#### Excerpted data
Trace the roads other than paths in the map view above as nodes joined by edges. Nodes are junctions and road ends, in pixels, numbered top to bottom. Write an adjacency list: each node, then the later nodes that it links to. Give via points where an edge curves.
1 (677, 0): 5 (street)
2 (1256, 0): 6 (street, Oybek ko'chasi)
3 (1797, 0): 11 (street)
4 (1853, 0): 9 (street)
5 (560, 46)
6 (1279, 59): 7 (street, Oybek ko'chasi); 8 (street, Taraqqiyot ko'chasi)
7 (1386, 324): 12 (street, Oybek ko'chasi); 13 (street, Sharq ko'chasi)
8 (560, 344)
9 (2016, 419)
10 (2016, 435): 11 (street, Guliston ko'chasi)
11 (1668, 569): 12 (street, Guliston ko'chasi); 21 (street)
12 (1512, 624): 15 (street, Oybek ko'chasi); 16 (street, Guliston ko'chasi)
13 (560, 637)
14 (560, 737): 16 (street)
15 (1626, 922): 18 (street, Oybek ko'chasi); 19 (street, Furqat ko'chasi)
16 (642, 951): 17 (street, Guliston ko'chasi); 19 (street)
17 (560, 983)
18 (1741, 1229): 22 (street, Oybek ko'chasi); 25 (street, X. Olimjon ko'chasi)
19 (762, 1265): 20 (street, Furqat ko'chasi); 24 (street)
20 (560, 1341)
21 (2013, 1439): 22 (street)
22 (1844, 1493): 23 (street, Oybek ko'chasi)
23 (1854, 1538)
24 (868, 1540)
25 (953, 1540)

#### Goal of the exercise
Transcribe every record. Match each line exactly.

#### Answer box
Trace the roads other than paths in the map view above as nodes joined by edges. Nodes are junctions and road ends, in pixels, numbered top to bottom. Write an adjacency list: each node, then the later nodes that it links to. Give via points where an edge curves.
1 (677, 0): 5 (street)
2 (1256, 0): 6 (street, Oybek ko'chasi)
3 (1797, 0): 11 (street)
4 (1853, 0): 9 (street)
5 (560, 46)
6 (1279, 59): 7 (street, Oybek ko'chasi); 8 (street, Taraqqiyot ko'chasi)
7 (1386, 324): 12 (street, Oybek ko'chasi); 13 (street, Sharq ko'chasi)
8 (560, 344)
9 (2016, 419)
10 (2016, 435): 11 (street, Guliston ko'chasi)
11 (1668, 569): 12 (street, Guliston ko'chasi); 21 (street)
12 (1512, 624): 15 (street, Oybek ko'chasi); 16 (street, Guliston ko'chasi)
13 (560, 637)
14 (560, 737): 16 (street)
15 (1626, 922): 18 (street, Oybek ko'chasi); 19 (street, Furqat ko'chasi)
16 (642, 951): 17 (street, Guliston ko'chasi); 19 (street)
17 (560, 983)
18 (1741, 1229): 22 (street, Oybek ko'chasi); 25 (street, X. Olimjon ko'chasi)
19 (762, 1265): 20 (street, Furqat ko'chasi); 24 (street)
20 (560, 1341)
21 (2013, 1439): 22 (street)
22 (1844, 1493): 23 (street, Oybek ko'chasi)
23 (1854, 1538)
24 (868, 1540)
25 (953, 1540)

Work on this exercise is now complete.